Durch Bücher haben wir die Möglichkeit, uns in andere Menschen und Welten hineinzuversetzen. Uns in Empathie zu üben und für andere Lebensrealitäten zu sensibilisieren. Im besten Falle tragen sie zu einer freundlicheren und solidarischeren Gesellschaft bei. Die 10 Bücher, die wir Ihnen hier empfehlen möchten, schaffen das auf ganz unterschiedliche Weise. Es sind alles deutsch-migrantische Romane, die sich mit Identität, Heimat und Fremdsein auseinandersetzen.

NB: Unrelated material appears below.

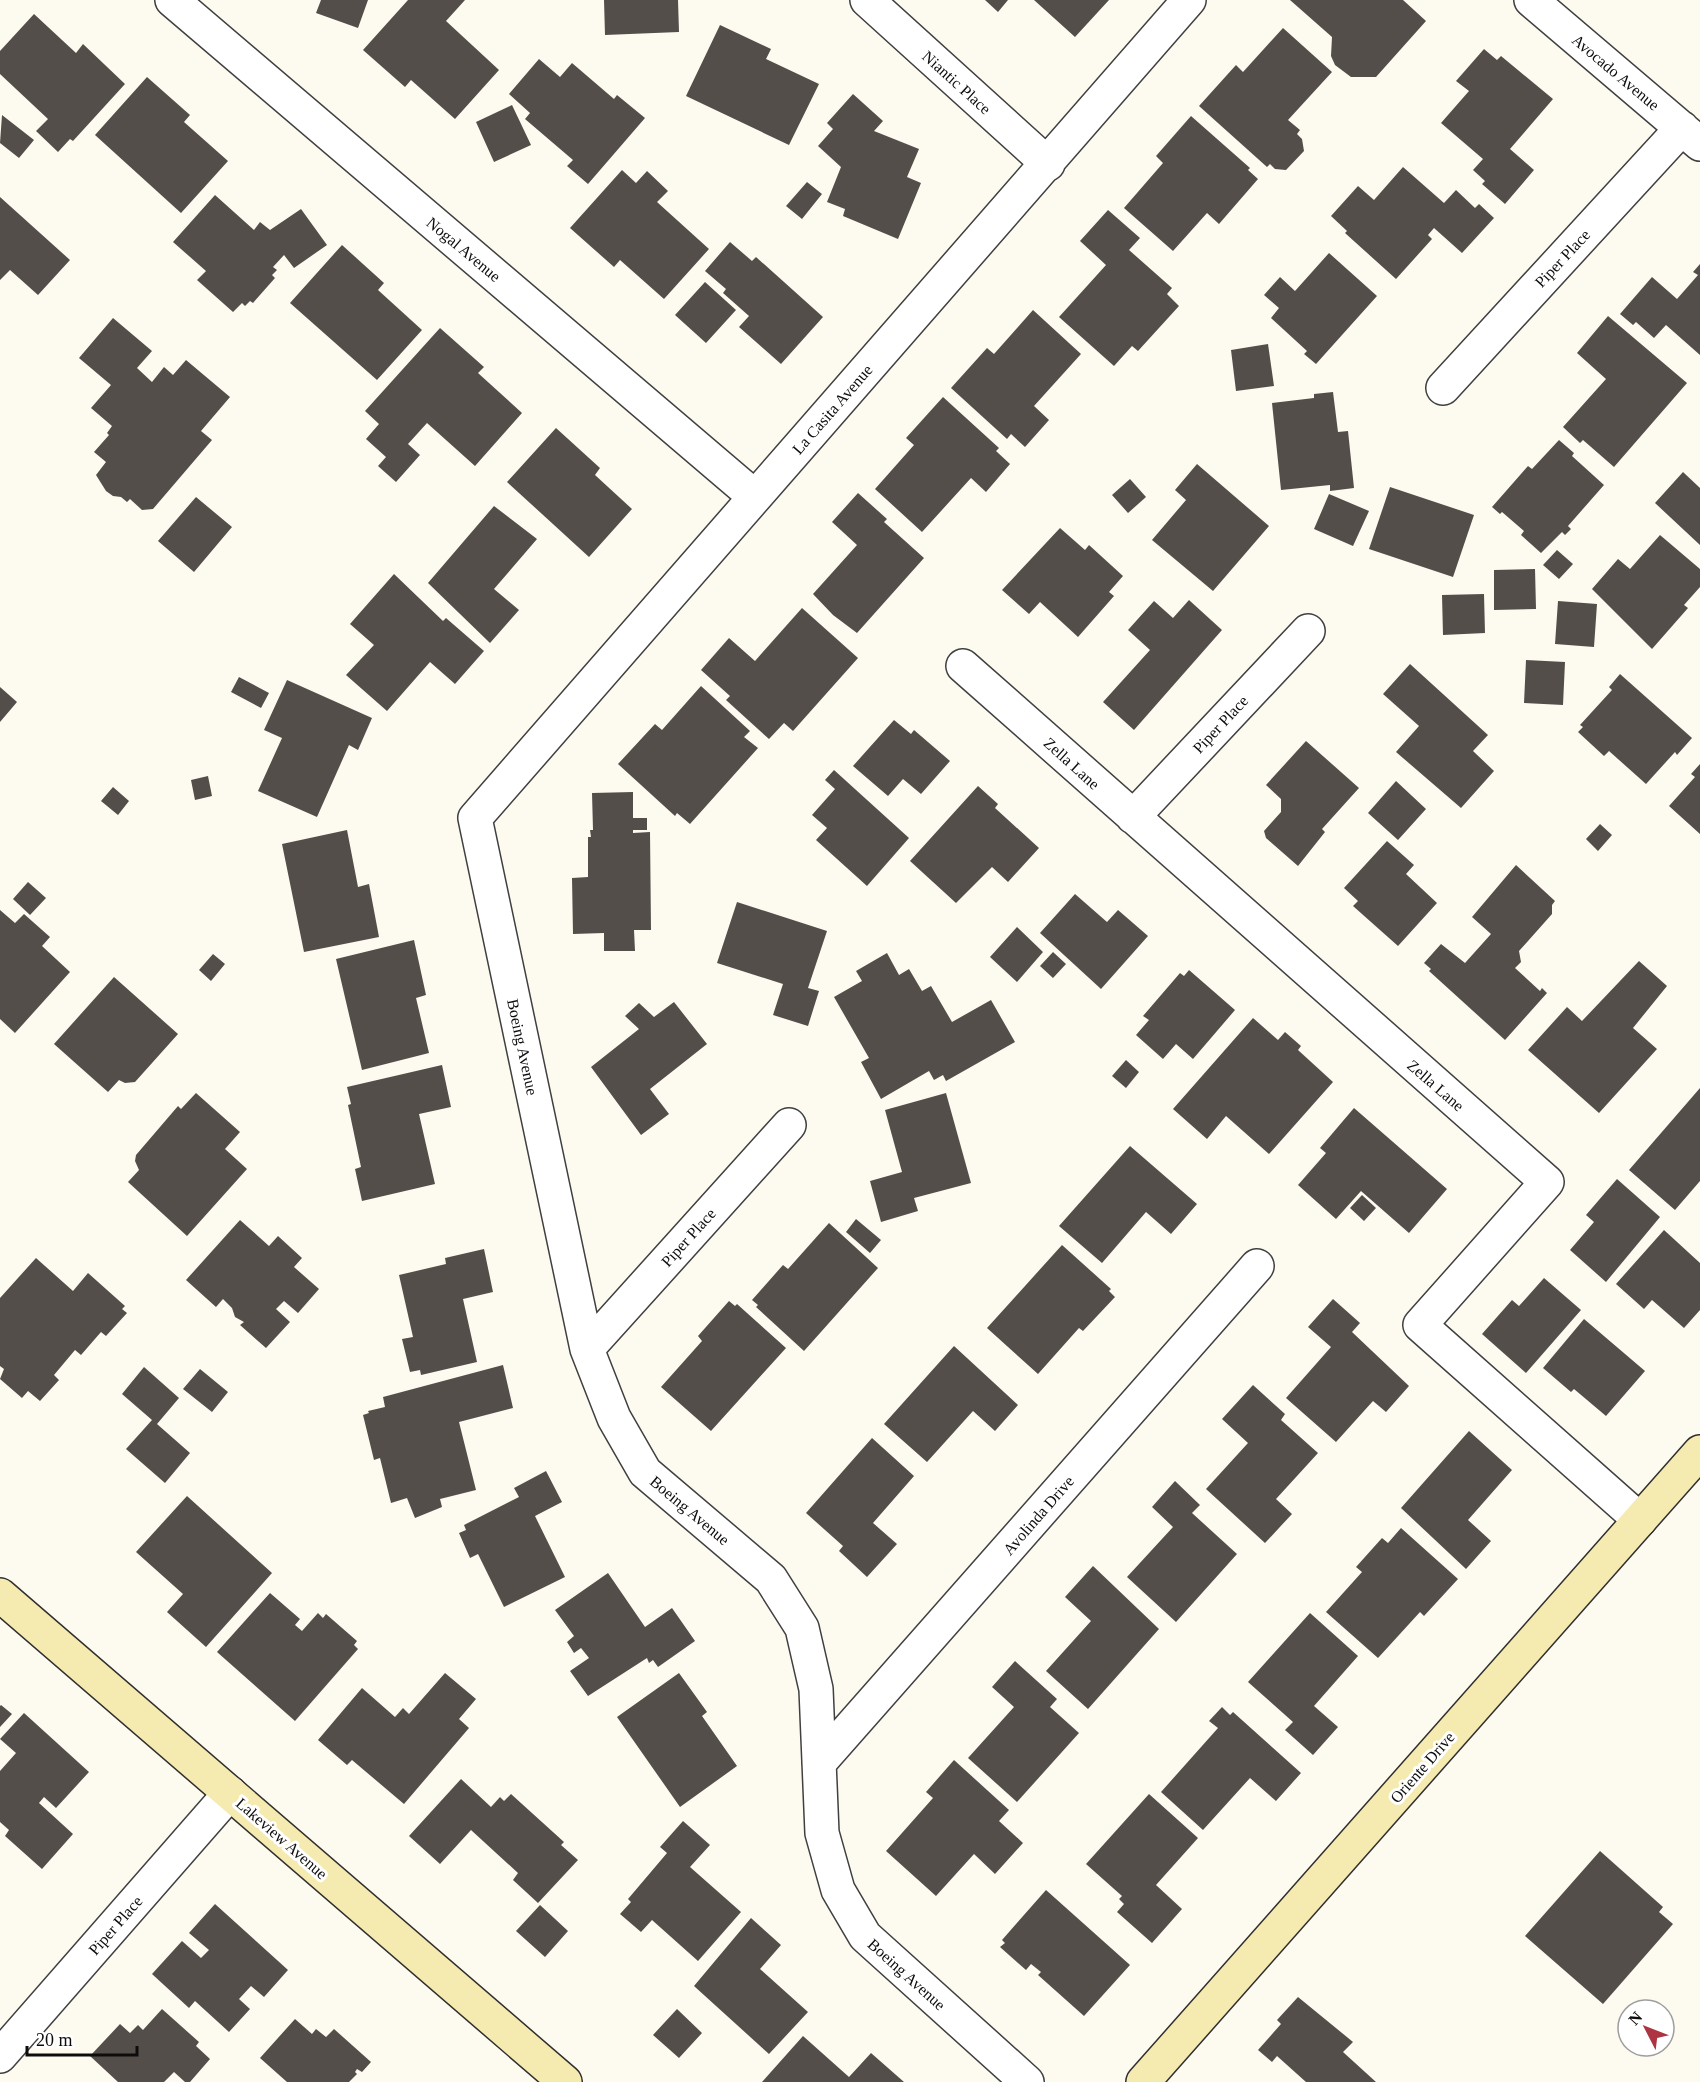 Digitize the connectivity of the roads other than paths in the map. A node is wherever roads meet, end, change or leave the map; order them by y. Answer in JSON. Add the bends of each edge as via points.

Was bedeutet es, in einem fremden Land anzukommen und zu leben? Inwiefern wird man von dieser Erfahrung geprägt? Darauf antwortet jede:r dieser Autor:innen mit Migrationshintergrund anders und doch vereint sie eine innere Zerrissenheit, die wohl nie ganz verheilt.
1. Behzad Karim Khani: Als wir Schwäne waren
(143Bewertungen)15
Buch (gebunden)
Darum geht es: Ein Junge, der sich eine Gewalt herbeisehnt, die eine Kuhle hinterlässt mit den Umrissen Deutschlands. Er lebt in einer Siedlung, wo die Küchen keine Abzüge haben, und in deren Fluren es nach Armut, Majoran und Etagenbetten riecht. Es sind die 1990er und er ist mit seiner Familie aus dem Iran ins Ruhrgebiet geflohen. Die Mutter ist Soziologin, der Vater ein Schriftsteller, in dessen Sprache es fünfzehn verschiedene Begriffe für Stolz gibt. Deutschland erlebt er als Kränkung und wird zum Beobachter. Erschöpft sich dabei, das Land zu begreifen, während die Mutter an das An- und Weiterkommen glaubt und die Wut des Sohnes immer ungehemmter wird.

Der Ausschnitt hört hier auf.